Microglia activation
Percentage of microglia activation was determined in the subregions of the hippocampus including the CA1 (Fig. 6A), CA3 (Fig. 6B), Dentate gyrus inner blade (Fig. 6C) and Hilus (Fig. 6D) areas. A significant effect of both 5 and 20 min WBV sessions on microglia activation was only observed in the CA1 (F(2.24) = 5.97; p = 0.007) and Hilus (F(2.24) = 11.09; p = 0.000) regions (Fig. 6A and D). The 20 min vibration session decreased the microglia activation significantly in the Dentate gyrus inner blade (F(2.24) = 3.50; p = 0.046; p(20 min vs. pseudo) = 0.056), while only a same tendency (p(5 min vs. pseudo) = 0.125) was visible in the 5 min vibration treated group (Fig. 6C). Microglia activation was not significantly altered in the CA3 region (F(2.24) = 2.318; p = 0.120) (Fig. 6B). Total number of microglia cells did not show difference between the experimental groups (data not shown).
Discussion
The current study investigated the dose-dependent effects of long-term vibration training with low intensity and of a sinusoidal nature on cognitive parameters, anxiety-like behavior, motor performance and neuroinflammation. The results of this experiment indicate that WBV successfully improved the motor domain of anxiety-like behavior in the open field test, spatial memory in the novel location recognition test and motor performance in the grip hanging and balance beam tests. Our data also revealed that vibration alleviates age-related markers of neuroinflammation.
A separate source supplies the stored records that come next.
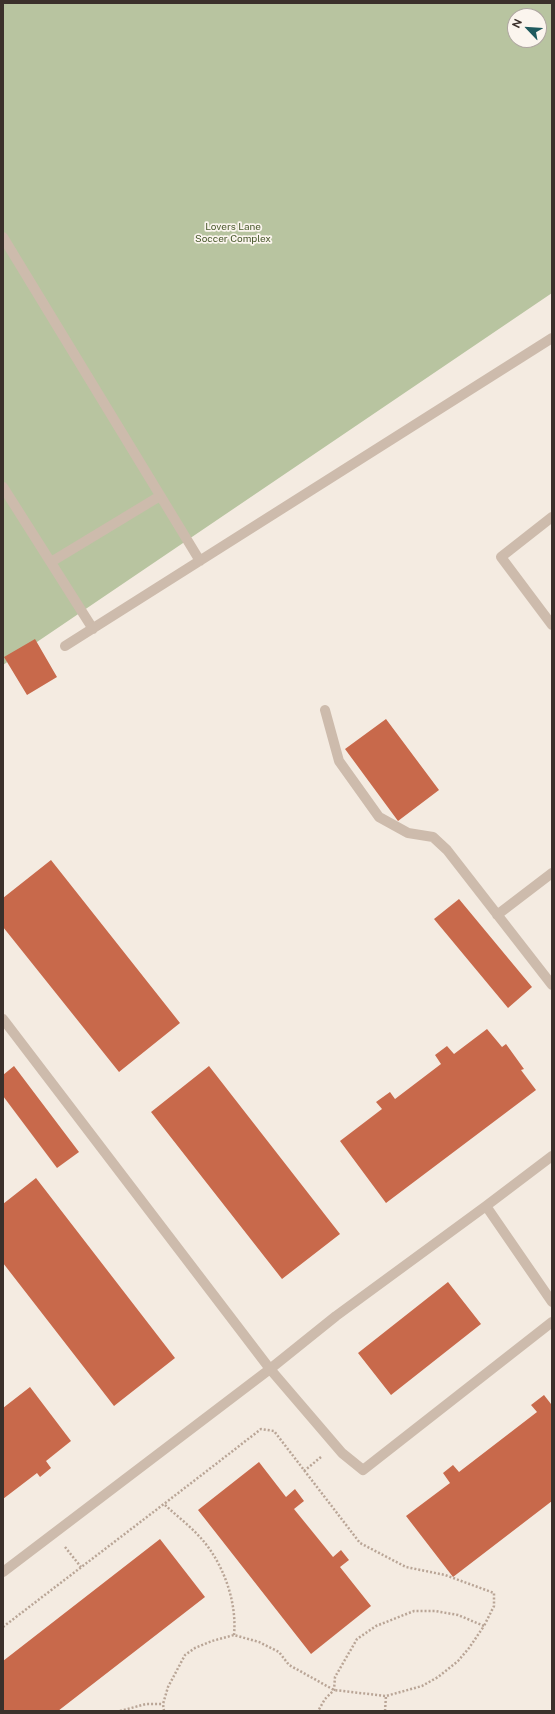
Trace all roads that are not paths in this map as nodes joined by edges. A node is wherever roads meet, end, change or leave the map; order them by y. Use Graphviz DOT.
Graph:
graph roads {
  1 [pos="3,238"];
  2 [pos="552,338"];
  3 [pos="3,488"];
  4 [pos="160,496"];
  5 [pos="552,518"];
  6 [pos="200,561"];
  7 [pos="51,562"];
  8 [pos="552,626"];
  9 [pos="93,629"];
  10 [pos="66,646"];
  11 [pos="325,710"];
  12 [pos="552,873"];
  13 [pos="497,915"];
  14 [pos="552,985"];
  15 [pos="3,1019"];
  16 [pos="552,1156"];
  17 [pos="486,1206"];
  18 [pos="552,1302"];
  19 [pos="552,1322"];
  20 [pos="270,1369"];
  21 [pos="3,1572"];
  1 -- 4 [label="lane"];
  2 -- 6 [label="lane"];
  3 -- 7 [label="lane"];
  4 -- 6 [label="lane"];
  4 -- 7 [label="lane"];
  5 -- 8 [label="lane"];
  6 -- 9 [label="lane"];
  7 -- 9 [label="lane"];
  9 -- 10 [label="lane"];
  11 -- 13 [label="lane"];
  12 -- 13 [label="lane"];
  13 -- 14 [label="lane"];
  15 -- 20 [label="lane"];
  16 -- 17 [label="lane"];
  17 -- 18 [label="lane"];
  17 -- 20 [label="lane"];
  19 -- 20 [label="lane"];
  20 -- 21 [label="lane"];
}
Overall, our results demonstrate that both daily 5 and 20 min vibration sessions for 5 weeks using the Marodyne vibration platform is able to improve motor performance, as well as brain functions and neuroinflammation in aged rats.
Clinical studies using the Marodyne platform with human patients demonstrated that it can be beneficial for musculoskeletal functions56. Furthermore, preclinical data with rodents suggest that WBV interventions using the Marodyne platform with low amplitude improved neuromuscular adaptation57, as well as contributed to enhanced glucose metabolism and accelerated muscle healing58,59. Taken together, low intensity vibration has successfully demonstrated, both in clinical60,61 and preclinical literature62,63, to be an alternative and low-cost treatment to mimic the beneficial effect of active exercise, especially in the musculoskeletal system. Our results corroborated these findings, and in addition show dose-dependent effects on motor functions and a positive impact of WBV on the neuroinflammatory state of the aged brain.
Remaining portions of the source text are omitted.